WORK ORDER: Transcribe all of the records word for word, but omit the pictures.

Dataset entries
== Segment start ==
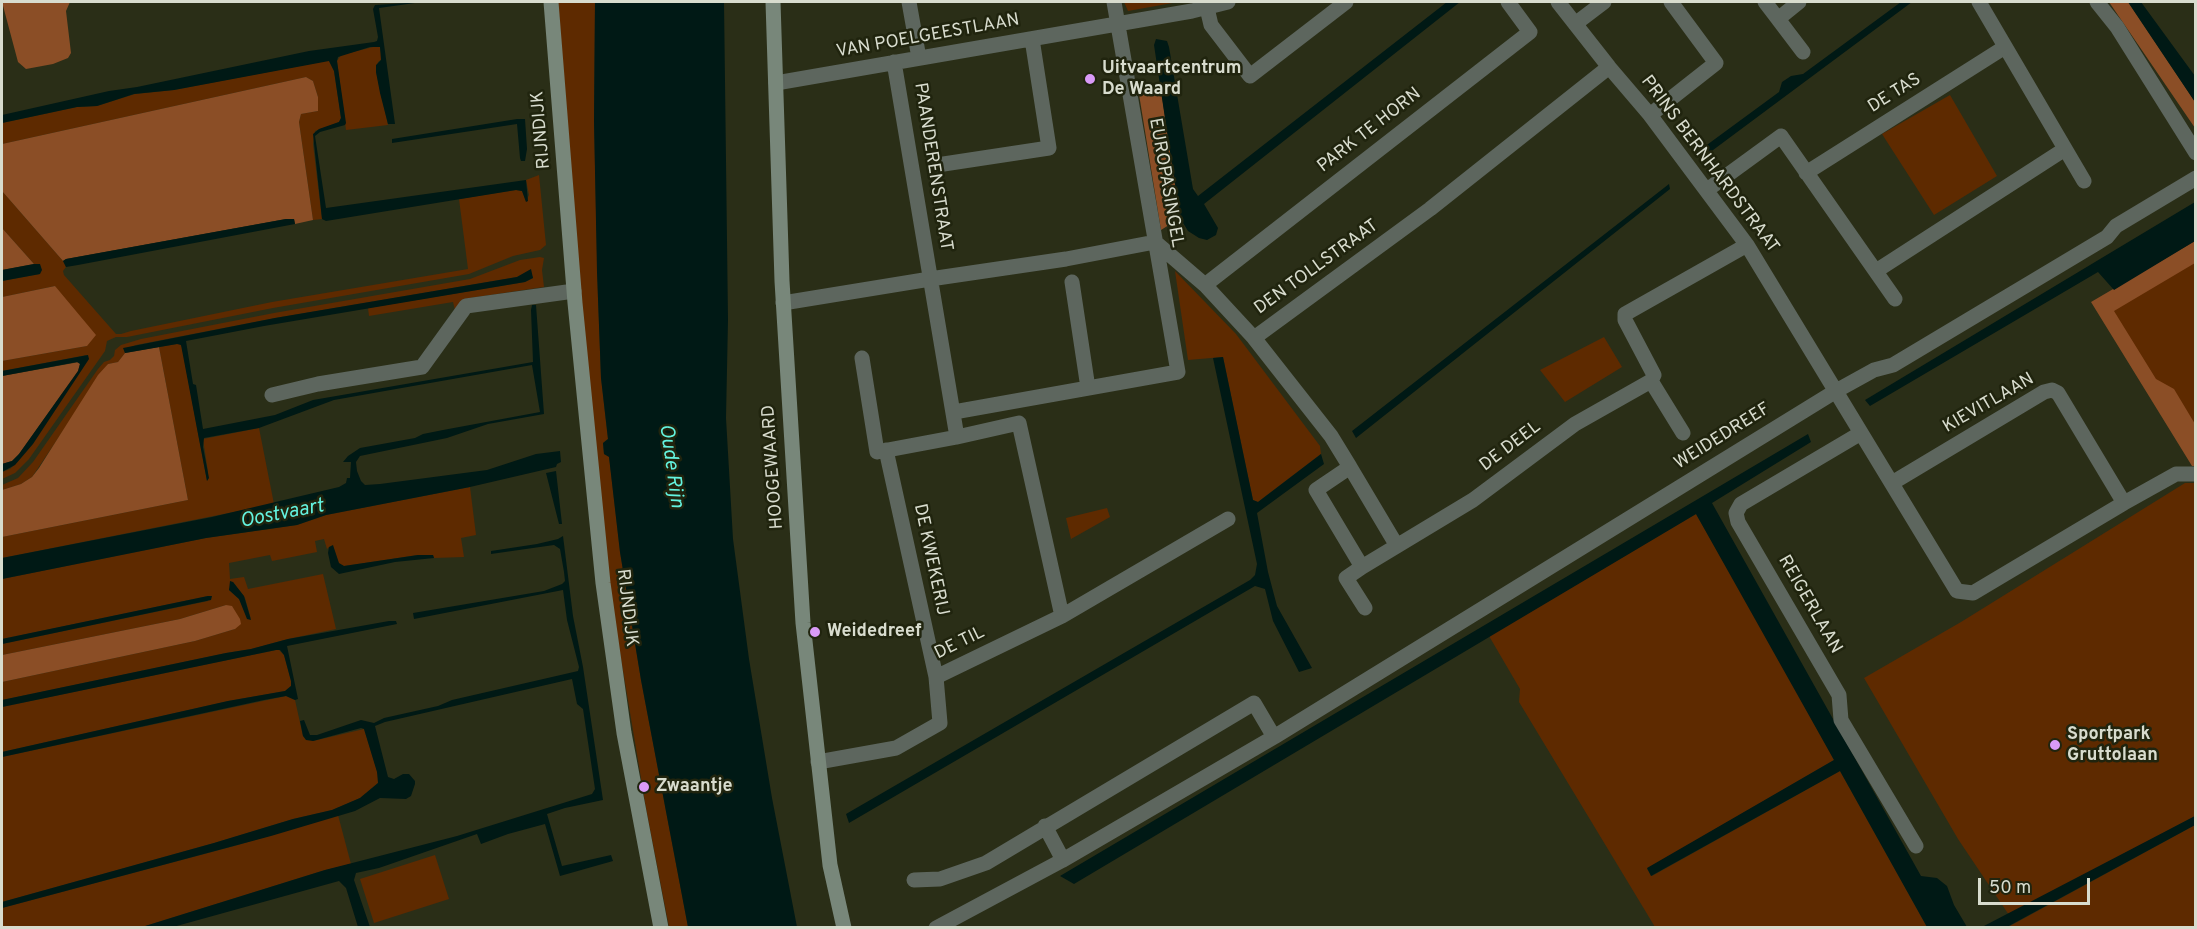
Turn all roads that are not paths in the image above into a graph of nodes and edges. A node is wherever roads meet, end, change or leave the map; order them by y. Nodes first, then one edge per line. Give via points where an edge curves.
1 (551, 2) edge
2 (773, 2) edge
3 (909, 2) edge
4 (1114, 2) edge
5 (1228, 2) edge
6 (1346, 2) edge
7 (1508, 2) edge
8 (1558, 2) edge
9 (1604, 2) edge
10 (1671, 2) edge
11 (1765, 2) edge
12 (1799, 2) edge
13 (1979, 2) edge
14 (2097, 2) edge
15 (1197, 7) edge
16 (1778, 19) junction
17 (1118, 24) junction
18 (1575, 24) junction
19 (1032, 39) junction
20 (2006, 47) junction
21 (1803, 52) dead end
22 (919, 58) junction
23 (894, 62) junction
24 (1609, 67) junction
25 (776, 83) junction
26 (1650, 115) junction
27 (2065, 149) junction
28 (2196, 153) edge
29 (937, 165) dead end
30 (1806, 173) junction
31 (2196, 178) edge
32 (2084, 182) dead end
33 (1707, 190) junction
34 (1155, 242) junction
35 (1747, 245) junction
36 (1876, 271) junction
37 (930, 279) junction
38 (1072, 282) dead end
39 (1205, 285) junction
40 (574, 291) junction
41 (1895, 299) dead end
42 (783, 303) junction
43 (1254, 338) junction
44 (862, 358) dead end
45 (1651, 381) junction
46 (1088, 388) junction
47 (1836, 391) junction
48 (272, 395) dead end
49 (954, 412) junction
50 (1683, 433) dead end
51 (1861, 433) junction
52 (957, 437) junction
53 (886, 450) junction
54 (1350, 466) junction
55 (2196, 474) edge
56 (1892, 483) junction
57 (2124, 503) junction
58 (1228, 519) dead end
59 (1397, 546) junction
60 (1362, 567) junction
61 (1365, 608) dead end
62 (1062, 616) junction
63 (936, 677) junction
64 (1274, 737) junction
65 (818, 762) junction
66 (1045, 826) junction
67 (1916, 846) dead end
68 (1063, 860) junction
69 (914, 880) dead end
70 (661, 927) edge
71 (844, 927) edge
72 (936, 927) edge

1 - 40 street, RIJNDIJK
2 - 25 street, HOOGEWAARD
3 - 22 street
4 - 17 street, EUROPASINGEL
5 - 15 street, VAN POELGEESTLAAN
6 - 15 street via 1250,76
7 - 39 street, PARK TE HORN via 1530,32
8 - 18 street, PRINS BERNHARDSTRAAT
9 - 18 street
10 - 26 street via 1716,63
11 - 16 street
12 - 16 street
13 - 20 street
14 - 28 street via 2117,27
15 - 17 street, VAN POELGEESTLAAN
16 - 21 street
17 - 19 street, VAN POELGEESTLAAN
17 - 34 street, EUROPASINGEL
18 - 24 street, PRINS BERNHARDSTRAAT
19 - 22 street, VAN POELGEESTLAAN
19 - 29 street via 1049,148
20 - 27 street
20 - 30 street, DE TAS
22 - 23 street, VAN POELGEESTLAAN
23 - 25 street, VAN POELGEESTLAAN
23 - 37 street, PAANDERENSTRAAT
24 - 26 street, PRINS BERNHARDSTRAAT
24 - 43 street, DEN TOLLSTRAAT via 1421,216
25 - 42 street, HOOGEWAARD
26 - 33 street, PRINS BERNHARDSTRAAT
27 - 32 street
27 - 36 street
30 - 33 street via 1781,136
30 - 36 street
31 - 47 street, WEIDEDREEF via 2116,226 2107,237 1893,365 1874,370
33 - 35 street, PRINS BERNHARDSTRAAT
34 - 37 street
34 - 39 street, DEN TOLLSTRAAT
34 - 46 street, EUROPASINGEL via 1178,372
35 - 45 street via 1625,314 1654,375
35 - 47 street, PRINS BERNHARDSTRAAT
36 - 41 street
37 - 42 street
37 - 49 street, PAANDERENSTRAAT
38 - 46 street
39 - 43 street, DEN TOLLSTRAAT
40 - 48 street via 466,306 422,368
40 - 70 street, RIJNDIJK via 614,668
42 - 65 street, HOOGEWAARD via 803,623
43 - 54 street
44 - 53 street via 877,452
45 - 50 street
45 - 59 street, DE DEEL via 1575,424 1473,500
46 - 49 street
47 - 51 street
47 - 64 street, WEIDEDREEF
49 - 52 street, PAANDERENSTRAAT
51 - 56 street
51 - 67 street, REIGERLAAN via 1741,504 1736,513 1839,695 1841,720
52 - 53 street
52 - 62 street via 1019,423
53 - 63 street, DE KWEKERIJ
54 - 59 street
54 - 60 street via 1316,490
55 - 57 street via 2176,474
56 - 57 street via 1956,591 1973,593
56 - 57 street, KIEVITLAAN via 2052,390 2058,393
58 - 62 street, DE TIL
59 - 60 street, DE DEEL
60 - 61 street via 1346,578
62 - 63 street, DE TIL
63 - 65 street, DE TIL via 940,723 896,748
64 - 66 street via 1254,703
64 - 68 street, WEIDEDREEF
65 - 71 street, HOOGEWAARD via 830,865
66 - 68 street
66 - 69 street via 986,863 940,879
68 - 72 street, WEIDEDREEF

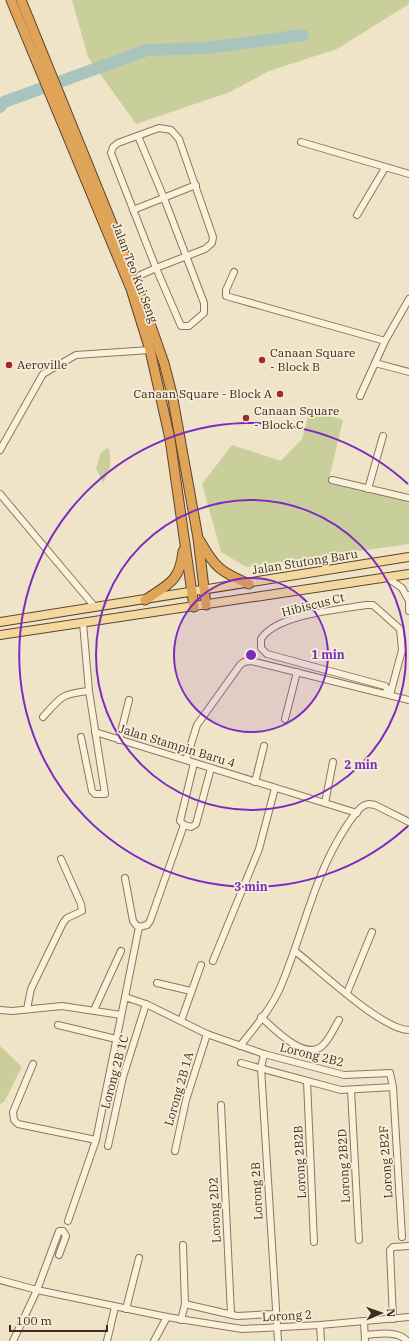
== Segment end ==
FINISHED TASK:
Turn all roads that are not paths in the image above into a graph of nodes and edges. A node is wherever roads meet, end, change or leave the map; order them by y. Nodes first, then one edge per line. Give via points where an edge curves.
1 (551, 2) edge
2 (773, 2) edge
3 (909, 2) edge
4 (1114, 2) edge
5 (1228, 2) edge
6 (1346, 2) edge
7 (1508, 2) edge
8 (1558, 2) edge
9 (1604, 2) edge
10 (1671, 2) edge
11 (1765, 2) edge
12 (1799, 2) edge
13 (1979, 2) edge
14 (2097, 2) edge
15 (1197, 7) edge
16 (1778, 19) junction
17 (1118, 24) junction
18 (1575, 24) junction
19 (1032, 39) junction
20 (2006, 47) junction
21 (1803, 52) dead end
22 (919, 58) junction
23 (894, 62) junction
24 (1609, 67) junction
25 (776, 83) junction
26 (1650, 115) junction
27 (2065, 149) junction
28 (2196, 153) edge
29 (937, 165) dead end
30 (1806, 173) junction
31 (2196, 178) edge
32 (2084, 182) dead end
33 (1707, 190) junction
34 (1155, 242) junction
35 (1747, 245) junction
36 (1876, 271) junction
37 (930, 279) junction
38 (1072, 282) dead end
39 (1205, 285) junction
40 (574, 291) junction
41 (1895, 299) dead end
42 (783, 303) junction
43 (1254, 338) junction
44 (862, 358) dead end
45 (1651, 381) junction
46 (1088, 388) junction
47 (1836, 391) junction
48 (272, 395) dead end
49 (954, 412) junction
50 (1683, 433) dead end
51 (1861, 433) junction
52 (957, 437) junction
53 (886, 450) junction
54 (1350, 466) junction
55 (2196, 474) edge
56 (1892, 483) junction
57 (2124, 503) junction
58 (1228, 519) dead end
59 (1397, 546) junction
60 (1362, 567) junction
61 (1365, 608) dead end
62 (1062, 616) junction
63 (936, 677) junction
64 (1274, 737) junction
65 (818, 762) junction
66 (1045, 826) junction
67 (1916, 846) dead end
68 (1063, 860) junction
69 (914, 880) dead end
70 (661, 927) edge
71 (844, 927) edge
72 (936, 927) edge

1 - 40 street, RIJNDIJK
2 - 25 street, HOOGEWAARD
3 - 22 street
4 - 17 street, EUROPASINGEL
5 - 15 street, VAN POELGEESTLAAN
6 - 15 street via 1250,76
7 - 39 street, PARK TE HORN via 1530,32
8 - 18 street, PRINS BERNHARDSTRAAT
9 - 18 street
10 - 26 street via 1716,63
11 - 16 street
12 - 16 street
13 - 20 street
14 - 28 street via 2117,27
15 - 17 street, VAN POELGEESTLAAN
16 - 21 street
17 - 19 street, VAN POELGEESTLAAN
17 - 34 street, EUROPASINGEL
18 - 24 street, PRINS BERNHARDSTRAAT
19 - 22 street, VAN POELGEESTLAAN
19 - 29 street via 1049,148
20 - 27 street
20 - 30 street, DE TAS
22 - 23 street, VAN POELGEESTLAAN
23 - 25 street, VAN POELGEESTLAAN
23 - 37 street, PAANDERENSTRAAT
24 - 26 street, PRINS BERNHARDSTRAAT
24 - 43 street, DEN TOLLSTRAAT via 1421,216
25 - 42 street, HOOGEWAARD
26 - 33 street, PRINS BERNHARDSTRAAT
27 - 32 street
27 - 36 street
30 - 33 street via 1781,136
30 - 36 street
31 - 47 street, WEIDEDREEF via 2116,226 2107,237 1893,365 1874,370
33 - 35 street, PRINS BERNHARDSTRAAT
34 - 37 street
34 - 39 street, DEN TOLLSTRAAT
34 - 46 street, EUROPASINGEL via 1178,372
35 - 45 street via 1625,314 1654,375
35 - 47 street, PRINS BERNHARDSTRAAT
36 - 41 street
37 - 42 street
37 - 49 street, PAANDERENSTRAAT
38 - 46 street
39 - 43 street, DEN TOLLSTRAAT
40 - 48 street via 466,306 422,368
40 - 70 street, RIJNDIJK via 614,668
42 - 65 street, HOOGEWAARD via 803,623
43 - 54 street
44 - 53 street via 877,452
45 - 50 street
45 - 59 street, DE DEEL via 1575,424 1473,500
46 - 49 street
47 - 51 street
47 - 64 street, WEIDEDREEF
49 - 52 street, PAANDERENSTRAAT
51 - 56 street
51 - 67 street, REIGERLAAN via 1741,504 1736,513 1839,695 1841,720
52 - 53 street
52 - 62 street via 1019,423
53 - 63 street, DE KWEKERIJ
54 - 59 street
54 - 60 street via 1316,490
55 - 57 street via 2176,474
56 - 57 street via 1956,591 1973,593
56 - 57 street, KIEVITLAAN via 2052,390 2058,393
58 - 62 street, DE TIL
59 - 60 street, DE DEEL
60 - 61 street via 1346,578
62 - 63 street, DE TIL
63 - 65 street, DE TIL via 940,723 896,748
64 - 66 street via 1254,703
64 - 68 street, WEIDEDREEF
65 - 71 street, HOOGEWAARD via 830,865
66 - 68 street
66 - 69 street via 986,863 940,879
68 - 72 street, WEIDEDREEF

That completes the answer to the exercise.